Explores themes of socio-economic status, overcoming hardship and differences, empowerment, loyalty and acceptance, and the bonds of true friendship.

Loved by generations of adolescents.

In S.E. Hinton's The Outsiders, there are Greasers and there are Socs. The Socials got it all, and the Greasers got each other. That's just the way it is in Ponyboy's world.

The Greasers are a close-knit group of street rats, growing up as best they can despite their drunken, neglectful, abusive parents. Not surprisingly, they are tough, unforgiving, angry, and many get in trouble with the law. Ponyboy and his brothers, Sodapop and Darry, try to keep their noses clean. If the police ever have occasion to look closely at the Curtis family, they will discover a family of boys without parents, and split them up.

Dallas, however, is one tough, mean Greaser, who is often in trouble with the law and has spent time in jail. Indeed, he enjoys looking for illegal things to do. Two-Bit, another part of the crew, has a big mouth and a ready fist. He likes to joke around, but is fiercely loyal to his Greaser family.

The Socs, unappreciative of their blessings, drive fancy cars, enjoy drunken bush parties, and swarm greasers just for fun. Just before the play opens, Johnny, one of the most vulnerable Greasers and Ponyboy's best friend, was very badly beaten. He now carries a knife for protection.

One night, Ponyboy, Johnny and Dallas go to a drive-in movie, and end up talking with two good-looking Socs, Cherry Valence and her friend Marcia. Cherry and Marcia have ditched their drunken boyfriends, Bob and Randy, and give the crude Dallas the boot too. Cherry and Pony get along quite nicely after that. Later, as the girls and Pony and Johnny chat after the show, Bob and Randy, turn up. They are not pleased. Johnny realizes that Bob is the one who beat him so viciously, and he is anxious to put distance between them.

Later that same night, the boys learn just how angry Bob is. When he and a carload of his Soc friends spot Pony and Johnny alone in the park in the early hours of the morning, they swarm them. Bob is well on his way to drowning Pony in the fountain, when Johnny breaks free of his assailant and kills Bob with his knife.

Dallas happens on the scene after the Socs have fled, and helps the two boys get away to an abandoned church outside of town where they can hide out. They spend most of a week there reading, talking, and relaxing in the country.

When Dallas comes to visit, he brings news of an all-out rumble between the Socs and the Greasers slated for the next night. He also confides that they have an inside informant in the person of Cherry Valence. Cherry is also willing to testify on Johnny's behalf against Bob.

With this news, the boys decide to turn themselves in, but before they leave, the church catches fire, trapping several small children inside. Impulsively, Johnny and Pony dash into the building to rescue them. Fearful for Johnny's safety, Dallas grudgingly helps. The children are saved, but Johnny is badly injured.

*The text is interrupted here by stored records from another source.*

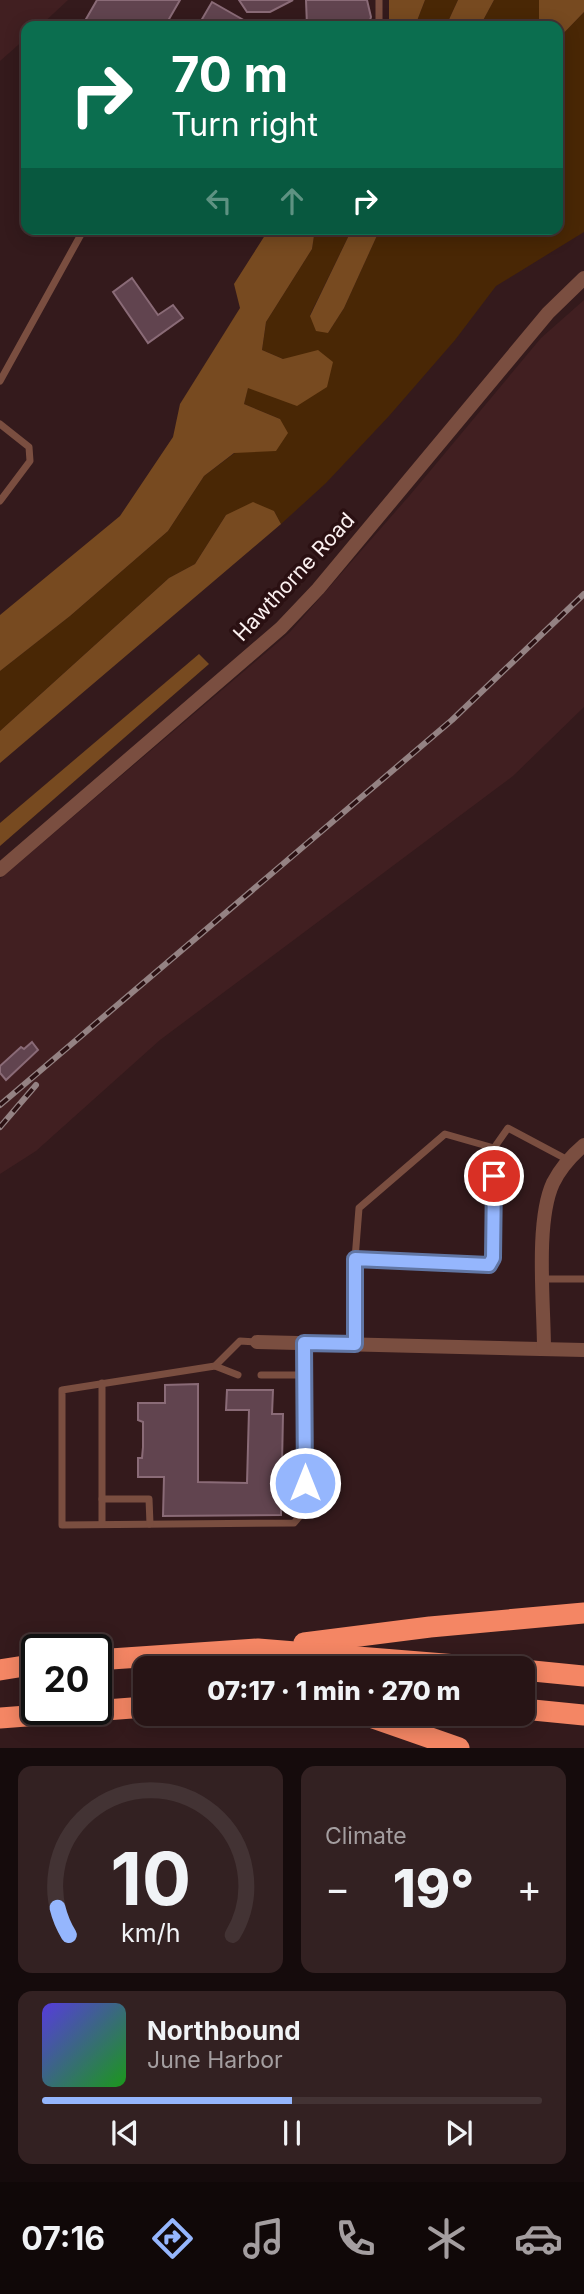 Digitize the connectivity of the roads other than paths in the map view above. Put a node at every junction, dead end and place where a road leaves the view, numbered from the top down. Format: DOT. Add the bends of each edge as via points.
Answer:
graph roads {
  1 [pos="379,0"];
  2 [pos="379,21"];
  3 [pos="81,235"];
  4 [pos="584,278"];
  5 [pos="0,381"];
  6 [pos="0,424"];
  7 [pos="0,501"];
  8 [pos="0,870"];
  9 [pos="584,1145"];
  10 [pos="494,1148"];
  11 [pos="568,1160"];
  12 [pos="355,1259"];
  13 [pos="544,1279"];
  14 [pos="584,1279"];
  15 [pos="257,1342"];
  16 [pos="304,1343"];
  17 [pos="355,1344"];
  18 [pos="544,1349"];
  19 [pos="584,1350"];
  20 [pos="215,1366"];
  21 [pos="238,1375"];
  22 [pos="261,1375"];
  23 [pos="304,1375"];
  24 [pos="103,1383"];
  25 [pos="102,1499"];
  26 [pos="102,1524"];
  27 [pos="150,1524"];
  28 [pos="584,1613"];
  29 [pos="257,1649"];
  30 [pos="344,1656"];
  31 [pos="112,1659"];
  32 [pos="21,1666"];
  33 [pos="0,1670"];
  34 [pos="535,1671"];
  35 [pos="584,1676"];
  36 [pos="133,1708"];
  37 [pos="535,1710"];
  38 [pos="584,1715"];
  39 [pos="7,1717"];
  40 [pos="396,1726"];
  41 [pos="459,1748"];
  1 -- 2 [label="lane"];
  3 -- 5 [label="lane"];
  4 -- 8 [label="street, Hawthorne Road" via="548,313 281,628"];
  6 -- 7 [label="lane" via="29,447 30,461"];
  9 -- 11 [label="street"];
  10 -- 11 [label="lane" via="508,1128"];
  10 -- 12 [label="lane" via="445,1134 359,1208"];
  10 -- 12 [label="lane" via="493,1258 489,1265"];
  11 -- 13 [label="street" via="553,1183 544,1212"];
  12 -- 17 [label="lane"];
  13 -- 14 [label="lane"];
  13 -- 18 [label="street"];
  15 -- 16 [label="street"];
  15 -- 20 [label="lane" via="240,1341"];
  16 -- 17 [label="street"];
  16 -- 23 [label="lane"];
  17 -- 18 [label="street"];
  18 -- 19 [label="street"];
  20 -- 21 [label="lane"];
  20 -- 24 [label="lane"];
  22 -- 23 [label="lane"];
  23 -- 27 [label="lane" via="305,1510 294,1523"];
  24 -- 25 [label="lane"];
  24 -- 26 [label="lane" via="62,1390 62,1525"];
  25 -- 26 [label="lane"];
  25 -- 27 [label="lane" via="149,1499"];
  26 -- 27 [label="lane"];
  28 -- 29 [label="highway"];
  29 -- 30 [label="highway"];
  29 -- 31 [label="highway"];
  32 -- 33 [label="highway"];
  34 -- 35 [label="highway"];
  36 -- 39 [label="highway"];
  37 -- 38 [label="highway"];
  40 -- 41 [label="highway"];
} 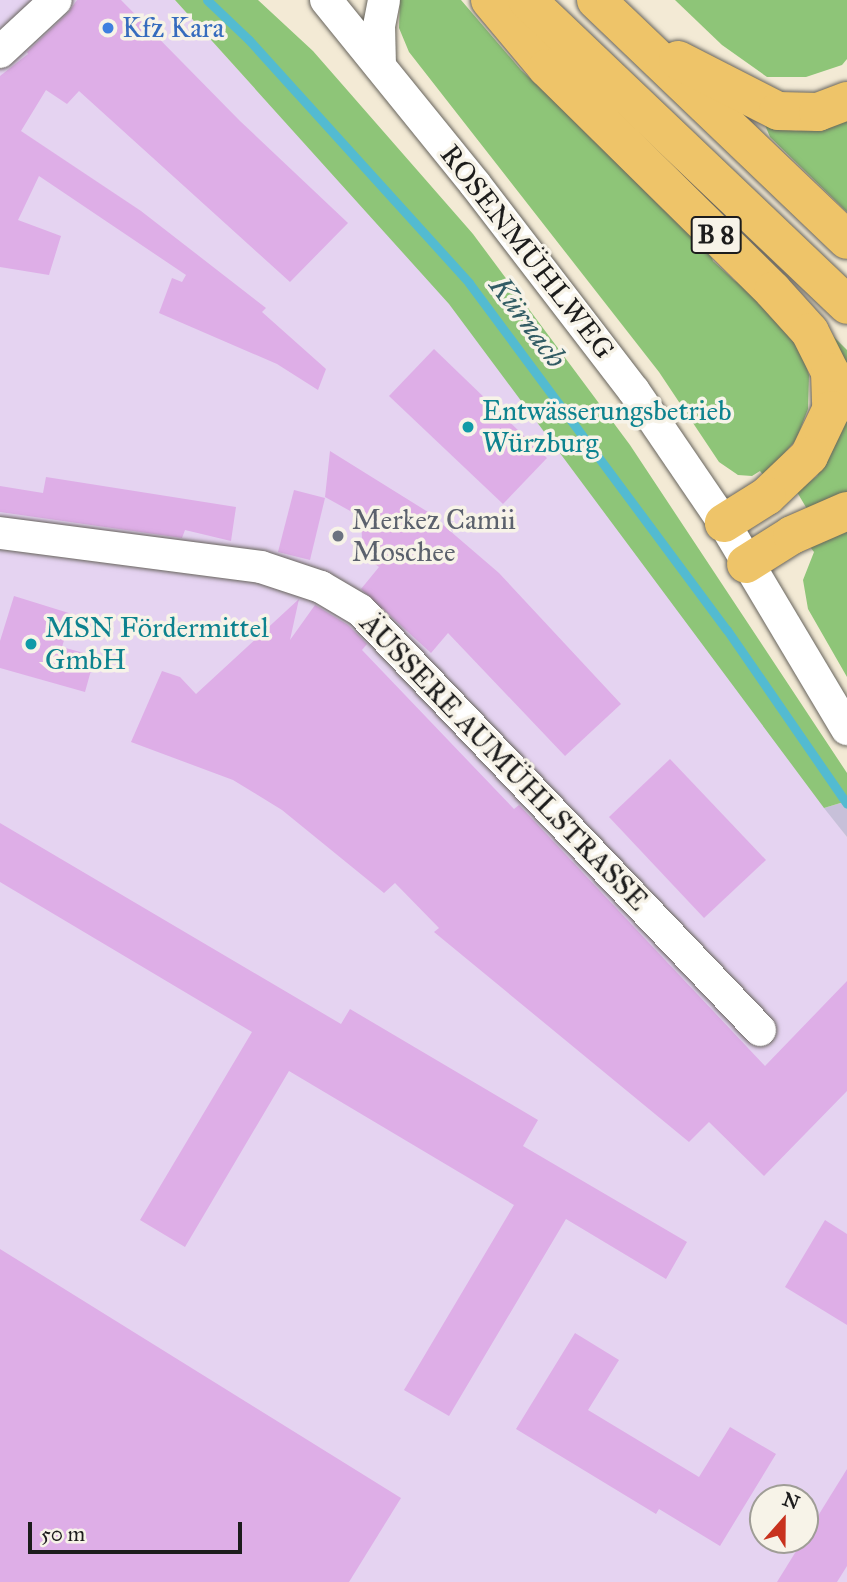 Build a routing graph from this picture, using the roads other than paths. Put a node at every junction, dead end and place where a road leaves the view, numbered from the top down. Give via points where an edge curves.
1 (56, 0) edge
2 (326, 0) edge
3 (384, 0) edge
4 (490, 0) edge
5 (527, 0) edge
6 (596, 0) edge
7 (637, 39) junction
8 (0, 52) edge
9 (380, 66) junction
10 (847, 101) edge
11 (847, 240) edge
12 (847, 305) edge
13 (847, 511) edge
14 (724, 523) junction
15 (0, 533) edge
16 (746, 564) junction
17 (847, 729) edge
18 (760, 1030) dead end

1 - 8 street
2 - 9 street, ROSENMÜHLWEG
3 - 9 street
4 - 14 highway, B 8 via 547,68 773,291 810,332 830,372 831,410 808,456 767,496
5 - 12 highway, B 8
6 - 7 highway
7 - 10 highway via 778,111 818,112
7 - 11 highway
9 - 14 street, ROSENMÜHLWEG via 634,391
13 - 16 highway
14 - 16 street, ROSENMÜHLWEG
15 - 18 street, ÄUSSERE AUMÜHLSTRASSE via 261,567 321,587 360,610
16 - 17 street, ROSENMÜHLWEG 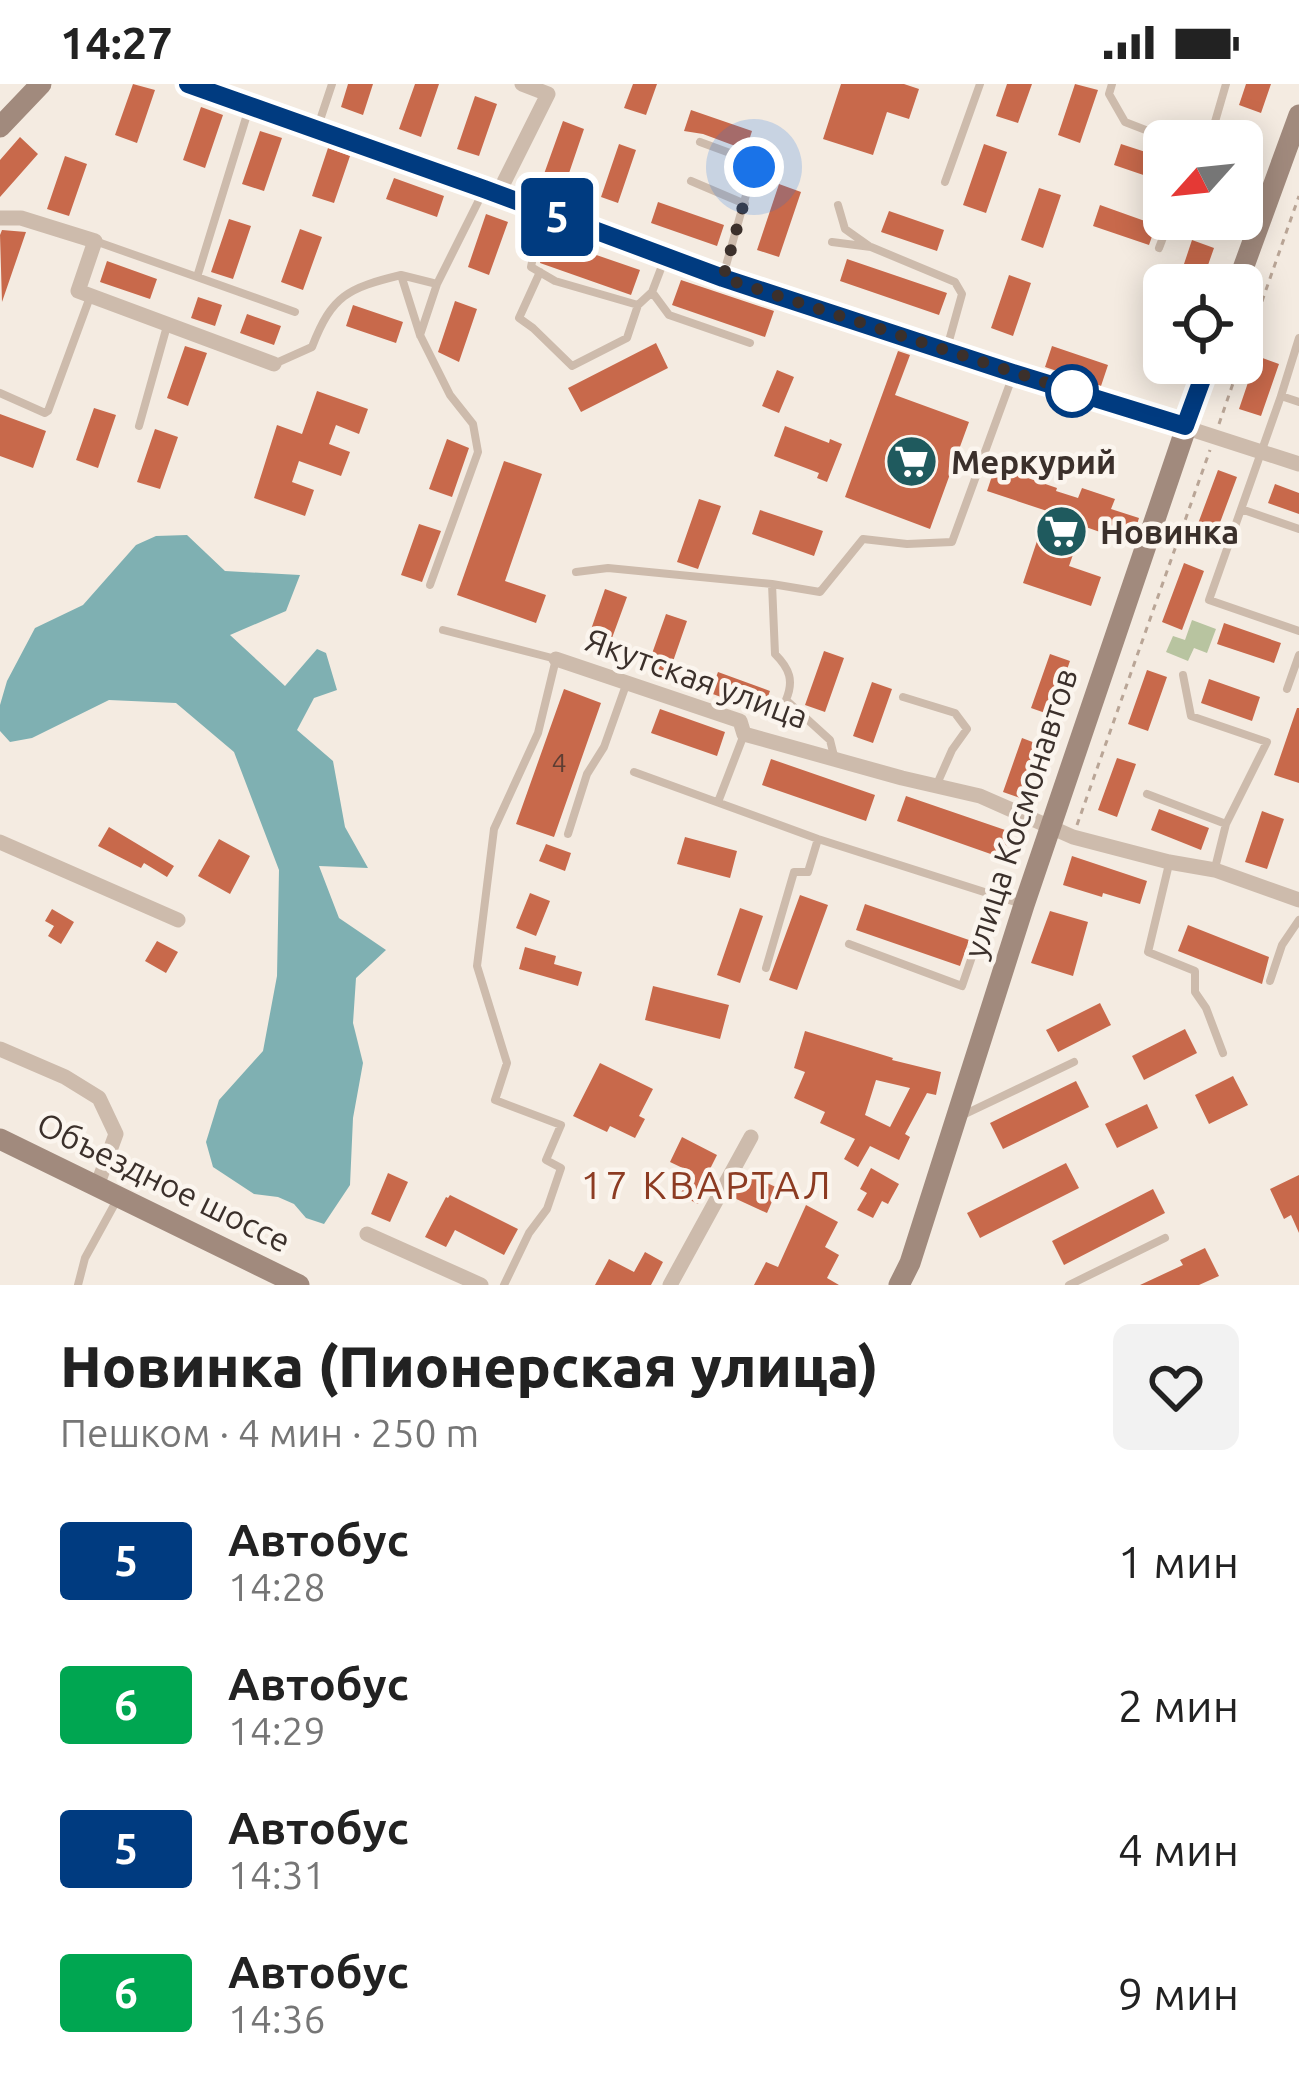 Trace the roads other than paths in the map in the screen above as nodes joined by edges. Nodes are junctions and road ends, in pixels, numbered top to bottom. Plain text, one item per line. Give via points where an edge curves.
1 (40, 84) edge
2 (188, 84) edge
3 (332, 84) edge
4 (522, 84) edge
5 (980, 84) edge
6 (1112, 84) edge
7 (1226, 84) edge
8 (218, 89) edge
9 (249, 106) junction
10 (1299, 115) edge
11 (1216, 120) edge
12 (0, 127) edge
13 (1143, 129) edge
14 (317, 131) junction
15 (700, 142) dead end
16 (691, 181) dead end
17 (945, 182) dead end
18 (1263, 191) edge
19 (491, 192) junction
20 (745, 204) junction
21 (838, 205) dead end
22 (542, 211) junction
23 (0, 218) edge
24 (1162, 240) edge
25 (95, 241) junction
26 (832, 242) dead end
27 (871, 247) junction
28 (1159, 248) dead end
29 (665, 257) junction
30 (540, 272) junction
31 (401, 275) junction
32 (197, 277) junction
33 (723, 278) junction
34 (436, 284) junction
35 (652, 292) junction
36 (91, 296) junction
37 (638, 304) junction
38 (295, 312) dead end
39 (167, 324) junction
40 (420, 334) junction
41 (1299, 338) edge
42 (750, 343) dead end
43 (946, 350) junction
44 (274, 364) joint
45 (1013, 373) junction
46 (1200, 384) edge
47 (0, 393) edge
48 (1281, 396) junction
49 (1299, 402) edge
50 (139, 426) dead end
51 (1185, 426) junction
52 (1261, 451) junction
53 (1299, 464) edge
54 (1241, 508) junction
55 (1299, 529) edge
56 (576, 572) dead end
57 (772, 584) junction
58 (430, 585) dead end
59 (443, 630) dead end
60 (1299, 632) edge
61 (1299, 655) edge
62 (556, 658) junction
63 (1183, 675) dead end
64 (627, 683) junction
65 (1287, 689) dead end
66 (903, 697) dead end
67 (745, 734) junction
68 (835, 758) junction
69 (634, 772) dead end
70 (937, 786) junction
71 (1147, 794) dead end
72 (718, 802) junction
73 (1226, 824) junction
74 (1050, 829) junction
75 (568, 834) dead end
76 (818, 839) junction
77 (0, 842) edge
78 (1169, 862) junction
79 (1214, 870) junction
80 (993, 895) junction
81 (1299, 900) edge
82 (1024, 905) junction
83 (178, 920) dead end
84 (1299, 920) edge
85 (849, 944) dead end
86 (766, 968) dead end
87 (1270, 981) dead end
88 (0, 1049) edge
89 (1223, 1053) dead end
90 (1074, 1062) dead end
91 (956, 1118) junction
92 (0, 1138) edge
93 (751, 1138) dead end
94 (97, 1186) junction
95 (118, 1196) junction
96 (368, 1234) dead end
97 (1165, 1238) dead end
98 (78, 1285) edge
99 (299, 1285) edge
100 (482, 1285) edge
101 (504, 1285) edge
102 (670, 1285) edge
103 (899, 1285) edge
104 (1070, 1285) edge

1 - 12 street
2 - 8 street
3 - 14 lane
4 - 19 street via 548,94
5 - 17 lane
6 - 13 lane via 1109,94 1125,122
7 - 11 lane
8 - 9 street
9 - 14 street
9 - 32 lane
10 - 18 street
14 - 19 street
15 - 20 lane via 749,160 754,175
16 - 20 lane
19 - 22 street
19 - 34 lane
20 - 33 lane
21 - 27 lane via 845,229
22 - 29 street
22 - 30 lane via 531,266
23 - 25 street
24 - 28 lane
25 - 32 lane
25 - 36 street via 78,291
26 - 27 lane
27 - 43 lane via 955,282 962,294
29 - 33 street
29 - 35 lane
30 - 37 lane
30 - 37 lane via 519,319 572,366 627,338
31 - 34 lane
31 - 40 lane
31 - 44 lane via 347,293 325,314 312,347
32 - 38 lane
33 - 43 street
34 - 40 lane
35 - 37 lane
35 - 42 lane via 669,315
36 - 39 street
36 - 47 lane via 48,411
39 - 44 street
39 - 50 lane
40 - 58 lane via 473,424 478,452
41 - 48 lane
43 - 45 street
45 - 51 street
45 - 57 lane via 952,542 863,539 820,592
46 - 51 street, улица Космонавтов
48 - 49 lane
48 - 52 lane
51 - 52 street
51 - 74 street, улица Космонавтов
52 - 53 street
52 - 54 lane
54 - 55 lane
54 - 60 lane via 1209,600
56 - 57 lane
57 - 68 lane via 775,654 792,686 786,700 830,740
59 - 62 lane
61 - 65 lane
62 - 64 street, Якутская улица
62 - 101 lane via 538,733 494,829 477,966 507,1063 495,1100 561,1125 546,1160 562,1168
63 - 73 lane via 1191,716 1267,742
64 - 67 street, Якутская улица via 740,721
64 - 75 lane
66 - 70 lane via 956,713 967,729
67 - 68 street, Якутская улица
67 - 72 lane
68 - 70 street, Якутская улица
69 - 72 lane
70 - 74 street, Якутская улица
71 - 73 lane
72 - 76 lane
73 - 79 lane
74 - 78 street, Якутская улица
74 - 82 street, улица Космонавтов
76 - 80 lane
76 - 86 lane via 808,872 794,872
77 - 83 street
78 - 79 street, Якутская улица
78 - 89 lane via 1148,952 1195,971
79 - 81 street, Якутская улица
80 - 82 lane
80 - 85 lane via 962,986
82 - 91 street, улица Космонавтов
84 - 87 lane
88 - 94 street via 99,1098 116,1134
90 - 91 lane
91 - 103 street, улица Космонавтов
92 - 94 street, Объездное шоссе
93 - 102 street
94 - 95 street, Объездное шоссе
95 - 98 lane
95 - 99 street, Объездное шоссе
96 - 100 street
97 - 104 lane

When the local media get hold of the story, the boys become front-page heroes, as well as discovered delinquents. Johnny's condition worsens as Pony and Dallas sneak out of hospital to join the rumble.

When the Greasers win decisively, they rush back to tell Johnny. They are just in time to tell their news and watch him die. Dallas is so upset that Johnny should die under these circumstances, that he rushes out of the hospital, brandishing a gun and yelling. The security guards shoot him, unaware the gun is not loaded. Pony recognizes Dallas’ action as a death wish.

At the court hearing, Cherry and Randy testify on Pony's behalf, and he is acquitted. In tribute to his fallen friends, Pony writes their story for a school composition on what is important in life.

In the end, Pony is still a Greaser and Cherry is still a Soc, and maybe they still can't say hi in the halls at school, but now they both know that the sunsets are just as beautiful on each side of town, and we are all, to some extent, outsiders.